Metropolitan News-Enterprise


Wednesday, February 24, 2010


Page 4


Ninth Circuit Rejects Federal Challenge to Tip-Pooling Arrangements


By STEVEN M. ELLIS, Staff Writer


Restaurant wait staff that make more than the minimum wage can be required to share their tips with other restaurant employees, the Ninth U.S. Circuit Court of Appeals ruled yesterday.

A three-judge panel held that federal law only prohibits redistributing pooled tips to employees not “customarily and regularly tipped” when an employer relies on servers’ tips to bring their total wages up to the federal level.

Misty Cumbie, a waitress at the Vita Café in Portland, Ore., filed a class action under the Fair Labor Standards Act contending that her employer’s practice of using 55-70 percent of pooled tips to pay dishwashers and cooks violated the FLSA’s minimum-wage provisions and amounted to an indirect kickback to kitchen staff for the owner’s benefit.

Servers at the restaurant received a cash wage at or exceeding Oregon’s minimum wage, which at the time was $2.10 more than the federal minimum wage, as well as a share of the remaining tips in proportion to hours worked.

Cumbie argued that because the tip pool included employees who are not “customarily and regularly tipped employees,” it was invalid under 29 U.S.C. § 203(m) and the restaurant was required to pay her the minimum wage plus all of her tips.

U.S. Magistrate Judge Paul J. Papak of the District of Oregon, however, dismissed in 2008 for failure to state a claim, and the Ninth Circuit affirmed in an opinion by Judge Diarmuid F. O’Scannlain.

Writing that arrangements to turn over or redistribute tips are presumptively valid, he agreed with the restaurant that Cumbie’s reading of the FLSA was correct only as to employers who take a “tip credit,” or rely on part of an employee’s tips to meet minimum-wage obligations, which the restaurant did not do.

The judge pointed to the statute’s third sentence, which he said provides that an employer who pays less than the minimum wage may not take a tip credit unless it informs the employee of the arrangement and limits the pool to other customarily-tipped employees.

He explained:

“[W]e cannot reconcile [Cumbie’s] interpretation with the plain text…which imposes conditions on taking a tip credit and does not state freestanding requirements pertaining to all tipped employees. A statute that provides that a person must do X in order to achieve Y does not mandate that a person must do X, period.”

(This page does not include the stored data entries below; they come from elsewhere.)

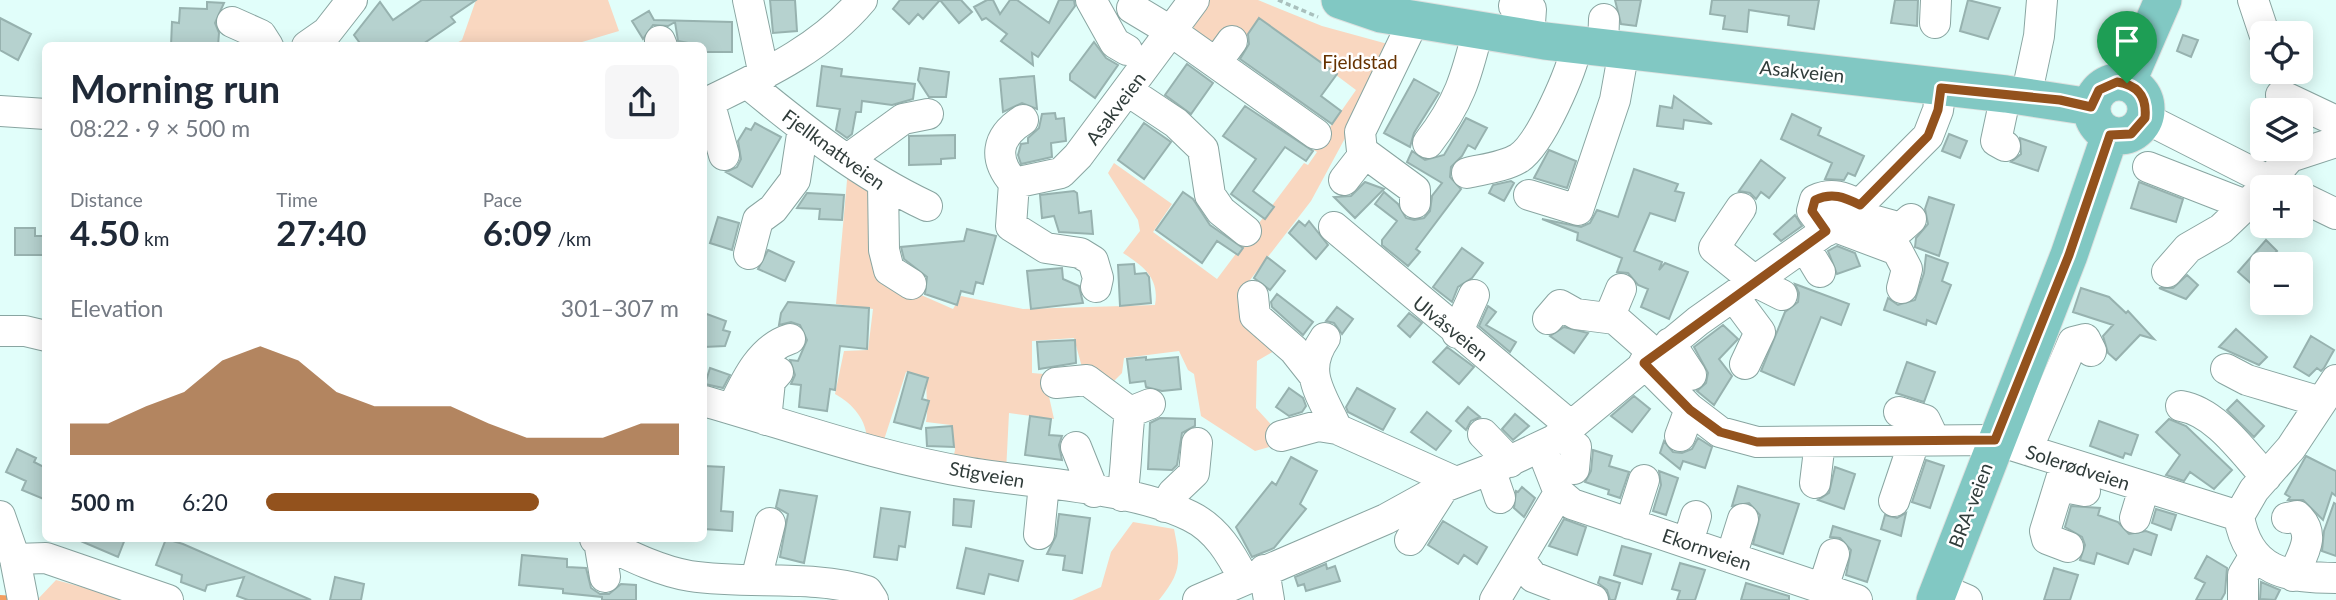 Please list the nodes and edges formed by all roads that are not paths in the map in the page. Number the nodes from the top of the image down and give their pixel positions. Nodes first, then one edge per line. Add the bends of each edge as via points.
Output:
1 (352, 0) edge
2 (748, 0) edge
3 (862, 0) edge
4 (1091, 0) edge
5 (1194, 0) edge
6 (1340, 0) edge
7 (2042, 0) edge
8 (2163, 0) edge
9 (2253, 0) edge
10 (1132, 8) dead end
11 (1402, 12) edge
12 (2260, 21) edge
13 (232, 22) dead end
14 (1509, 22) edge
15 (1172, 32) junction
16 (1602, 40) junction
17 (265, 42) edge
18 (313, 42) edge
19 (1127, 50) dead end
20 (756, 79) junction
21 (2127, 83) junction
22 (1941, 88) junction
23 (1128, 91) junction
24 (2280, 92) edge
25 (708, 95) edge
26 (2016, 95) junction
27 (0, 111) edge
28 (42, 114) edge
29 (928, 114) dead end
30 (2145, 118) junction
31 (1023, 120) dead end
32 (2100, 121) junction
33 (2336, 121) edge
34 (814, 127) junction
35 (1316, 134) dead end
36 (2336, 142) edge
37 (1428, 143) dead end
38 (2005, 146) dead end
39 (2313, 148) edge
40 (724, 155) dead end
41 (848, 159) junction
42 (1374, 166) junction
43 (2148, 167) dead end
44 (1467, 173) dead end
45 (1344, 180) dead end
46 (2250, 181) edge
47 (1014, 183) junction
48 (883, 184) junction
49 (2250, 187) edge
50 (1529, 195) dead end
51 (1415, 203) dead end
52 (2250, 203) edge
53 (2313, 203) edge
54 (927, 206) dead end
55 (1741, 208) dead end
56 (2336, 214) edge
57 (1911, 219) dead end
58 (1334, 227) dead end
59 (1246, 231) dead end
60 (1833, 232) junction
61 (749, 254) dead end
62 (2167, 272) dead end
63 (911, 284) dead end
64 (1096, 287) dead end
65 (1902, 288) dead end
66 (1621, 289) dead end
67 (1474, 295) dead end
68 (1782, 295) dead end
69 (1254, 296) dead end
70 (1722, 296) junction
71 (1609, 318) junction
72 (1548, 319) dead end
73 (0, 331) edge
74 (1449, 333) junction
75 (42, 335) edge
76 (790, 338) dead end
77 (1325, 338) dead end
78 (2091, 351) dead end
79 (1745, 364) dead end
80 (1648, 366) junction
81 (2225, 369) dead end
82 (778, 372) dead end
83 (1313, 374) junction
84 (1691, 375) dead end
85 (1056, 383) dead end
86 (2331, 383) edge
87 (707, 402) edge
88 (2180, 406) dead end
89 (732, 409) junction
90 (1899, 412) dead end
91 (776, 416) junction
92 (1337, 429) junction
93 (1483, 434) dead end
94 (1281, 436) dead end
95 (1558, 436) junction
96 (1924, 439) junction
97 (1820, 442) junction
98 (1198, 443) dead end
99 (2011, 445) junction
100 (1076, 447) dead end
101 (1500, 466) junction
102 (2067, 467) junction
103 (2266, 477) junction
104 (1644, 480) dead end
105 (1815, 483) dead end
106 (1044, 484) junction
107 (1450, 484) junction
108 (1562, 488) junction
109 (2144, 488) junction
110 (1108, 494) junction
111 (1500, 498) dead end
112 (1894, 501) dead end
113 (1165, 507) junction
114 (2239, 516) junction
115 (2135, 518) dead end
116 (2287, 518) dead end
117 (9, 519) edge
118 (1743, 520) dead end
119 (1630, 524) junction
120 (1039, 534) dead end
121 (1410, 540) dead end
122 (653, 542) edge
123 (770, 542) dead end
124 (2068, 547) dead end
125 (592, 552) edge
126 (1834, 554) dead end
127 (2255, 555) junction
128 (630, 556) junction
129 (1534, 556) junction
130 (1731, 557) junction
131 (15, 559) junction
132 (1254, 575) junction
133 (2336, 578) edge
134 (755, 580) junction
135 (2296, 585) edge
136 (1824, 589) junction
137 (873, 590) edge
138 (1947, 596) edge
139 (2243, 598) edge
140 (23, 600) edge
141 (168, 600) edge
142 (1198, 600) edge
143 (1269, 600) edge
144 (1495, 600) edge
145 (1593, 600) edge
146 (1857, 600) edge

1 - 18 street via 327,32
2 - 20 street
3 - 20 street via 824,37
4 - 19 street via 1115,43
5 - 15 street, Asakveien
6 - 11 main road, Asakveien
7 - 26 street via 2039,36
8 - 21 main road
9 - 12 street
10 - 15 street
11 - 14 main road, Asakveien
11 - 42 street via 1360,132
13 - 17 street via 261,35
14 - 16 main road, Asakveien
14 - 37 street
15 - 23 street, Asakveien
15 - 35 street via 1224,52
16 - 22 main road, Asakveien
16 - 44 street via 1572,68 1533,143 1520,158
16 - 50 street via 1615,100 1578,210
20 - 25 street
20 - 34 street, Fjellknattveien
21 - 30 main road via 2143,97
21 - 32 main road, BRA-veien via 2099,90
22 - 26 main road, Asakveien
22 - 60 street via 1934,138
23 - 47 street, Asakveien via 1061,173
23 - 59 street via 1176,123 1203,149 1210,195 1221,211
24 - 33 street
25 - 40 street
26 - 32 main road, Asakveien
26 - 38 street via 1996,141
27 - 28 street
29 - 41 street via 903,119
30 - 32 main road via 2131,134
30 - 46 street
31 - 47 street via 1006,131 1000,149 1005,172
32 - 99 main road, BRA-veien via 2069,255
34 - 41 street, Fjellknattveien
34 - 61 street via 794,180 773,209 758,220
36 - 39 street
41 - 48 street, Fjellknattveien
42 - 45 street
42 - 51 street via 1415,190
43 - 49 street
47 - 64 street via 1012,226 1046,248 1080,253 1093,261
48 - 54 street, Fjellknattveien
48 - 63 street via 884,250 889,270
52 - 62 street via 2221,229 2188,248
53 - 56 street
55 - 70 street via 1714,248
57 - 60 street via 1901,228 1875,223
58 - 74 street, Ulvåsveien
60 - 65 street via 1897,250 1907,269
60 - 70 street
66 - 71 street
67 - 74 street
68 - 70 street
69 - 83 street via 1255,316 1294,350
70 - 79 street via 1760,332
70 - 80 street
71 - 72 street via 1576,314 1560,305
71 - 80 street via 1615,319
73 - 75 street
74 - 95 street, Ulvåsveien
76 - 89 street via 775,343 763,356
77 - 83 street via 1313,355
78 - 99 street via 2085,339 2073,342
80 - 84 street
80 - 95 street
80 - 97 street, Solerødveien via 1685,423 1757,442
81 - 86 street via 2247,380
82 - 91 street via 770,381
83 - 92 street
85 - 110 street via 1087,380 1140,408 1127,435 1128,463
86 - 103 street via 2291,448
87 - 89 street, Stigveien
88 - 103 street via 2194,408 2216,425
89 - 91 street, Stigveien
90 - 96 street via 1925,420
91 - 106 street, Stigveien via 902,446 967,482
92 - 94 street via 1318,426
92 - 107 street
93 - 101 street
95 - 101 street
95 - 108 street via 1576,447
96 - 97 street, Solerødveien
96 - 99 street, Solerødveien
96 - 112 street
97 - 105 street
98 - 113 street via 1194,473
99 - 102 street, Solerødveien
99 - 138 main road, BRA-veien
100 - 110 street
101 - 107 street
101 - 111 street
102 - 109 street, Solerødveien
102 - 124 street via 2045,531 2046,538
103 - 114 street
104 - 119 street
106 - 110 street, Stigveien
106 - 120 street
107 - 121 street
107 - 132 street via 1386,519
108 - 119 street, Ekornveien via 1572,504
108 - 129 street
109 - 114 street, Solerødveien via 2198,496
109 - 115 street
110 - 113 street, Stigveien
113 - 132 street, Stigveien via 1191,516 1217,535
114 - 127 street via 2244,538
116 - 135 street via 2297,516 2308,526
117 - 131 street
118 - 130 street
119 - 130 street, Ekornveien via 1692,529
122 - 128 street
123 - 134 street
125 - 128 street
126 - 136 street
127 - 135 street
127 - 139 street via 2243,575
128 - 134 street via 688,576
129 - 144 street
129 - 145 street via 1533,577
130 - 136 street, Ekornveien
131 - 140 street
131 - 141 street via 65,563
132 - 142 street
132 - 143 street
133 - 135 street
134 - 137 street
136 - 146 street, Ekornveien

O’Scannlain also rejected Cumbie’s claim that a Department of Labor regulation defining “pay” in terms of an employer’s duty under Sec. 206 to pay each employee wages at the prescribed minimum hourly rate militated against forced transfer of tips.

The regulation, 29 C.F.R. § 531.35, requires that the minimum wage be “paid finally and unconditionally or ‘free and clear,’” and forbids any “‘kick[ ]-back’…to the employer or to another person for the employer’s benefit the whole or part of the wage delivered to the employee.”

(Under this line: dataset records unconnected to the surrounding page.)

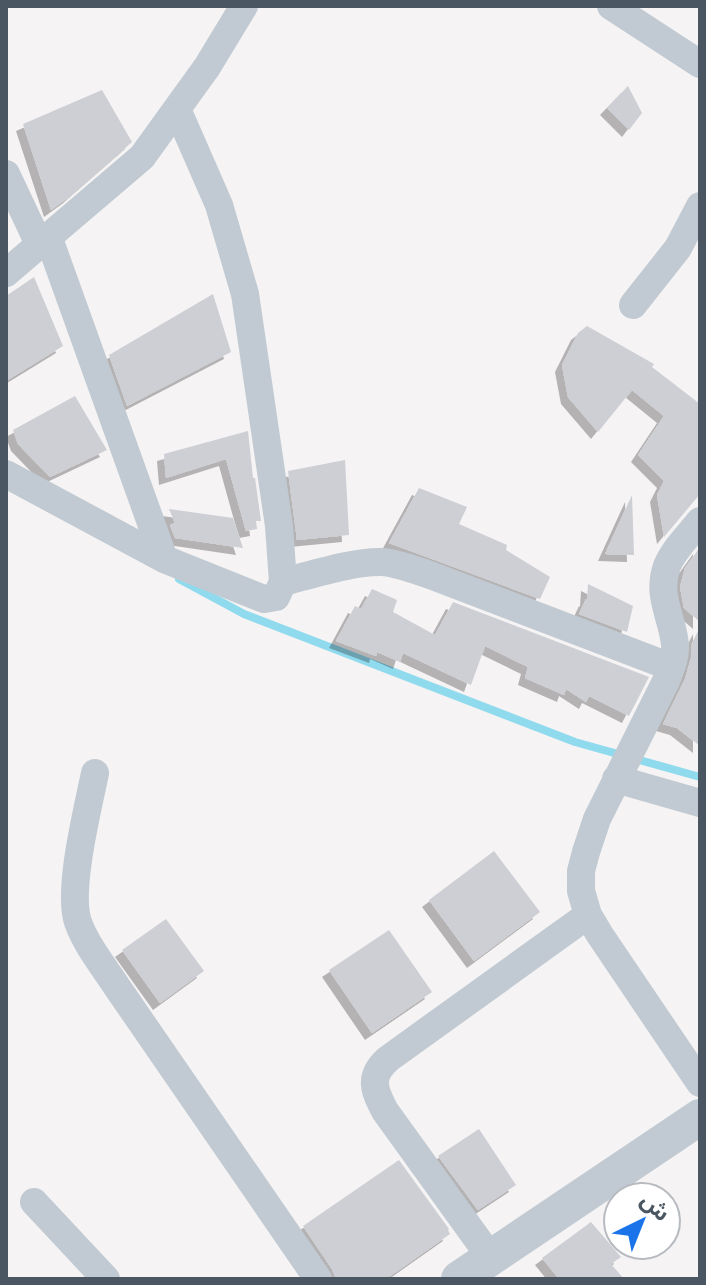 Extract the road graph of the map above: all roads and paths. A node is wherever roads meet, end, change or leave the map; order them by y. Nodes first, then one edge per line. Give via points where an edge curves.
1 (244, 6) edge
2 (611, 6) edge
3 (700, 64) edge
4 (177, 109) junction
5 (6, 174) edge
6 (700, 206) edge
7 (44, 240) junction
8 (6, 273) edge
9 (633, 305) dead end
10 (6, 474) edge
11 (700, 521) edge
12 (164, 559) junction
13 (283, 582) junction
14 (670, 623) junction
15 (700, 646) edge
16 (671, 667) junction
17 (95, 773) dead end
18 (616, 779) junction
19 (700, 803) edge
20 (588, 915) junction
21 (700, 1083) edge
22 (700, 1117) edge
23 (34, 1202) dead end
24 (491, 1258) junction
25 (106, 1279) edge
26 (318, 1279) edge
27 (459, 1279) edge

1 - 4 street
2 - 3 street
4 - 7 street via 142,157
4 - 13 street via 219,205 245,294
5 - 7 street
6 - 9 street via 678,248
7 - 8 street
7 - 12 street
10 - 12 street
11 - 14 street via 667,568 665,606
12 - 13 street via 264,599 276,597
13 - 16 street via 362,564 403,566
14 - 15 street
14 - 16 street via 675,646
16 - 18 street
17 - 26 street via 74,897 78,921 117,987
18 - 19 street
18 - 20 street via 581,871
20 - 21 street
20 - 24 street via 388,1059 374,1077 385,1111
22 - 24 street
23 - 25 street
24 - 27 street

The Department of Labor backed Cumbie’s interpretation in an amicus brief, but O’Scannlain noted that Cumbie acknowledged the applicability of the regulation hinged on whether the tips belonged to the servers to whom they were given. He said that brought the question back to Sec. 203(m) and whether an agreement to redistribute tips that was not barred by the FLSA existed.

“Here, such an agreement existed by virtue of the tip-pooling arrangement,” he wrote. “The FLSA does not restrict tip pooling when no tip credit is taken. Therefore, only the tips redistributed to Cumbie from the pool ever belonged to her, and her contributions to the pool did not, and could not, reduce her wages below the statutory minimum.”

Judge N. Randy Smith and Senior U.S. District Judge Charles R. Wolle of the Southern District of Iowa, sitting by designation, joined O’Scannlain in his opinion.

The case is Cumbie v. Woody Woo, Inc., No. 08-35718.